Roots[-z^4 + 6 z^2 - 1 == 0, z]

Gives

{z == -1 - Sqrt[2] || z == -1 + Sqrt[2] || z == 1 - Sqrt[2] ||   z ==
> 1 + Sqrt[2]}

But what I would really like is:

{-1 - Sqrt[2] ||-1 + Sqrt[2] || 1 - Sqrt[2] ||   1 + Sqrt[2]}

so that way I can do something like this:

Sols = Roots[-z^4 + 6 z^2 - 1 == 0, z]

For[i = 0, i <= Length[Sols], i++, 
 Residue[4 z/(-z^4 + 6 z^2 - 1), {z, Sols[[i]]}]] 

But, as of current, this will not evaluate since Mathematica doesn't know how to make sense of z == -1+$\sqrt2$ in the For loop, whereas it would be able to make sense of -1+$\sqrt2$ in the For loop.

My attempt at solving this problem was to brute force remove the "z==" stuff, but that doesn't seem to be working.
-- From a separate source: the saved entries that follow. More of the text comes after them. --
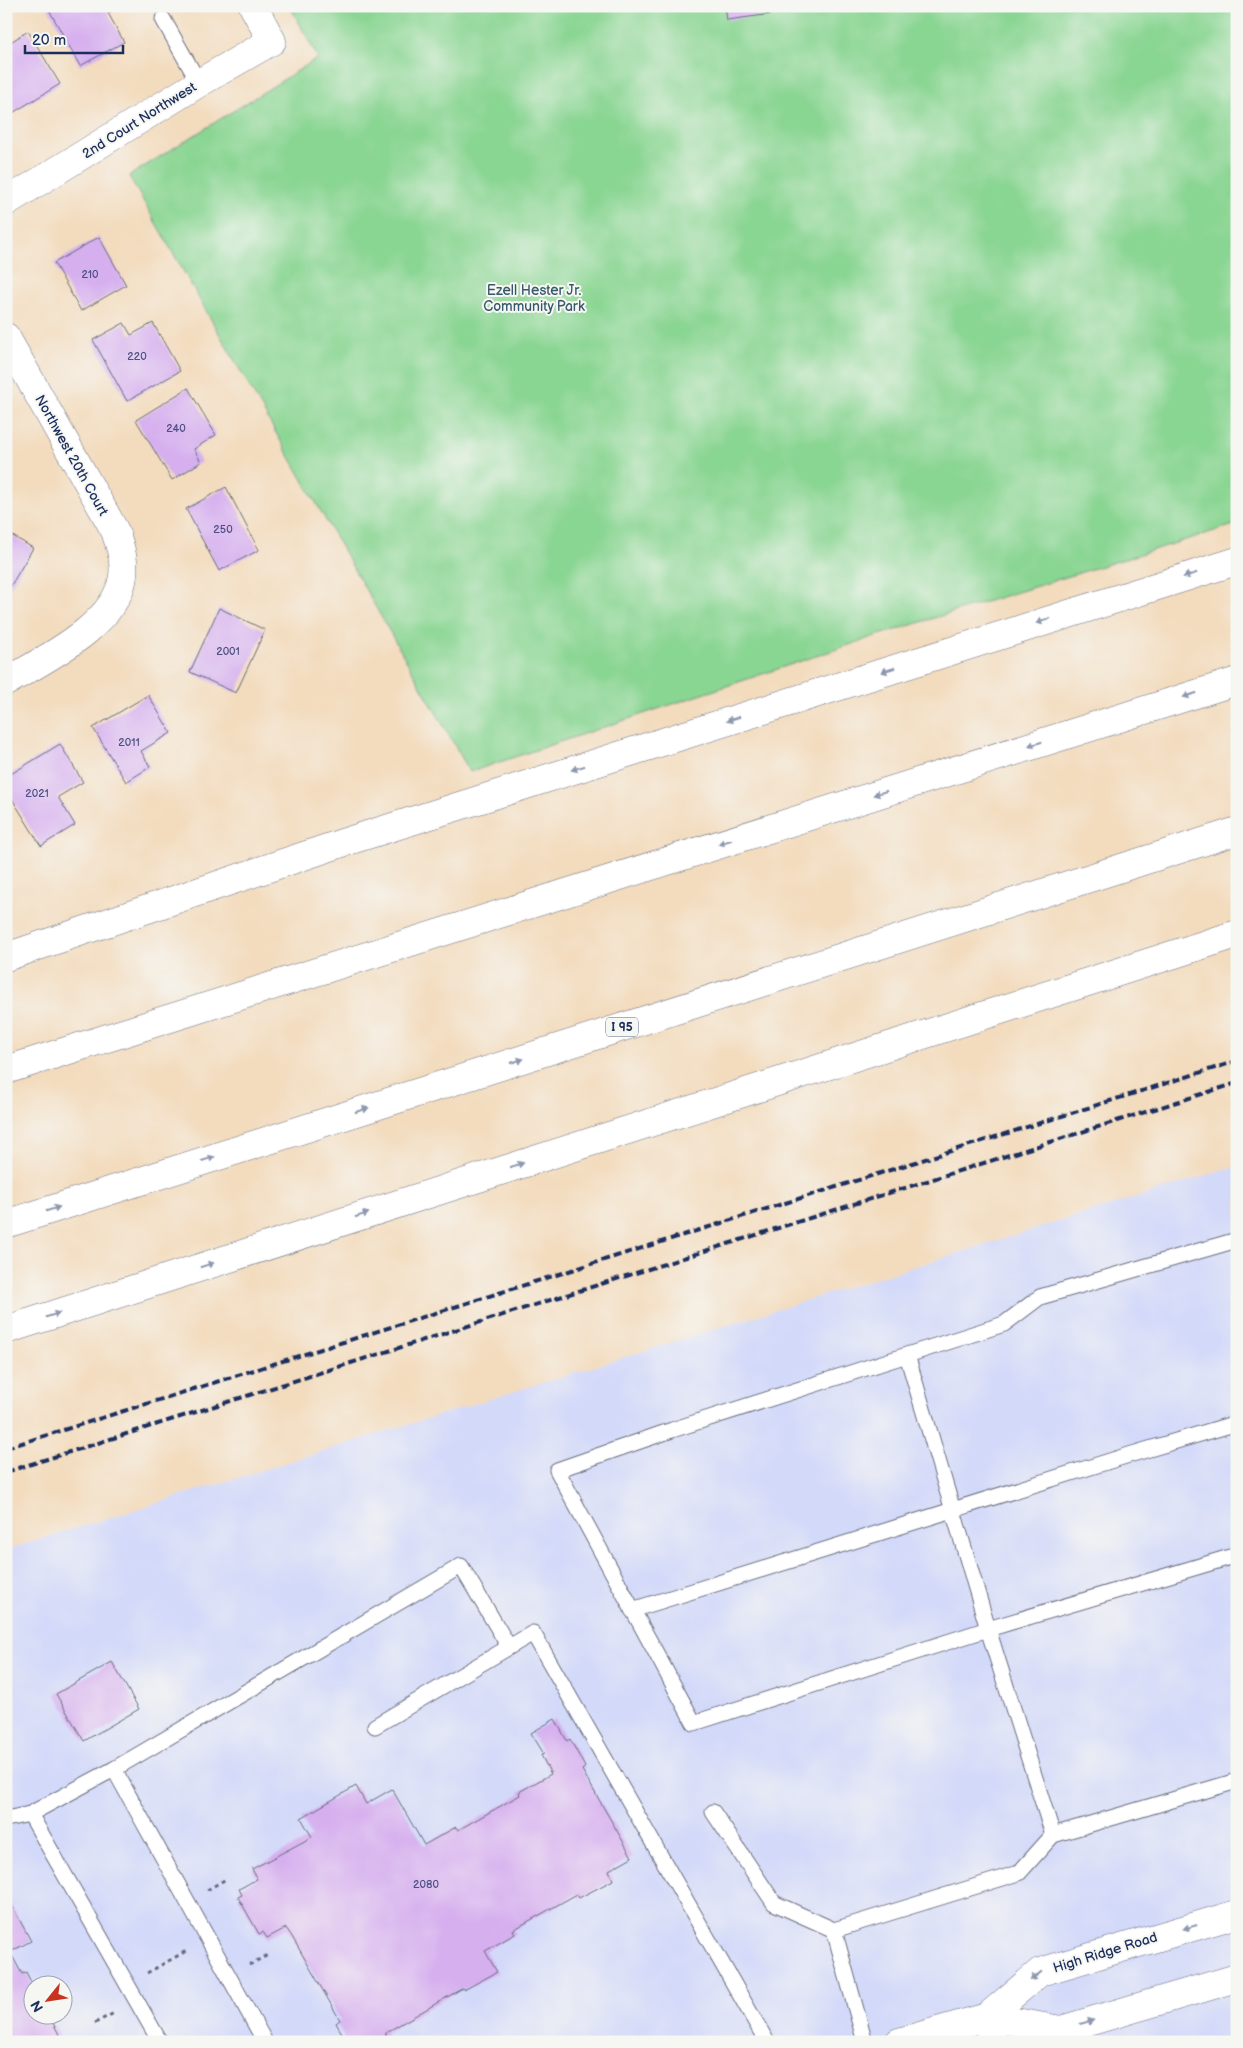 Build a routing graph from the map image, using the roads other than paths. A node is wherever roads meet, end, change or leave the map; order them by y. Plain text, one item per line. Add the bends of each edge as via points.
1 (253, 6) edge
2 (164, 20) dead end
3 (199, 83) junction
4 (6, 202) edge
5 (6, 337) edge
6 (1237, 561) edge
7 (1237, 681) edge
8 (6, 682) edge
9 (1237, 831) edge
10 (1237, 934) edge
11 (6, 956) edge
12 (6, 1070) edge
13 (6, 1224) edge
14 (1237, 1240) edge
15 (6, 1330) edge
16 (907, 1355) junction
17 (1237, 1423) edge
18 (953, 1511) junction
19 (1237, 1555) edge
20 (632, 1610) junction
21 (988, 1630) junction
22 (509, 1648) junction
23 (375, 1726) dead end
24 (114, 1769) junction
25 (1237, 1781) edge
26 (713, 1812) dead end
27 (30, 1814) junction
28 (6, 1819) edge
29 (1053, 1835) junction
30 (1237, 1914) edge
31 (834, 1930) junction
32 (1237, 1978) edge
33 (991, 2030) edge
34 (160, 2042) edge
35 (265, 2042) edge
36 (767, 2042) edge
37 (865, 2042) edge
38 (898, 2042) edge

1 - 3 main road, 2nd Court Northwest via 272,41
2 - 3 lane
3 - 4 main road, 2nd Court Northwest
5 - 8 main road, Northwest 20th Court via 115,531 123,553 123,577 115,598 100,618 72,642
6 -> 11 main road via 345,842
7 -> 12 main road
13 -> 9 main road, I 95
15 -> 10 main road
14 - 16 lane via 1040,1297 1004,1324
16 - 18 lane
16 - 20 lane via 557,1470
17 - 18 lane
18 - 20 lane
18 - 21 lane
19 - 21 lane
20 - 21 lane via 694,1723
21 - 29 lane
22 - 23 lane
22 - 24 lane via 461,1566
22 - 36 lane via 533,1633
24 - 27 lane
24 - 35 lane
25 - 29 lane
26 - 31 lane via 774,1903
27 - 28 lane
27 - 34 lane
29 - 31 lane via 1019,1873
30 -> 33 main road, High Ridge Road via 1040,1972
31 - 37 lane
33 -> 32 main road, High Ridge Road via 1062,2030
33 - 38 main road, High Ridge Road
This is the bit of code I wrote to do that:

For[i = 0, i <= Length[Sols], i++, 
 ReplacePart[Sols, i -> StringTrim[Sols[[i]], "z \[Equal]" ]]]

But clearly this won't work since Sols[[i]] is not a string. But I feel like something like this ought to exist. After all, finding solutions is only cool when you see what they do. Is there any way to do what I'm doing in a better way? Or is there some way to remove the "variable part" of the solution set?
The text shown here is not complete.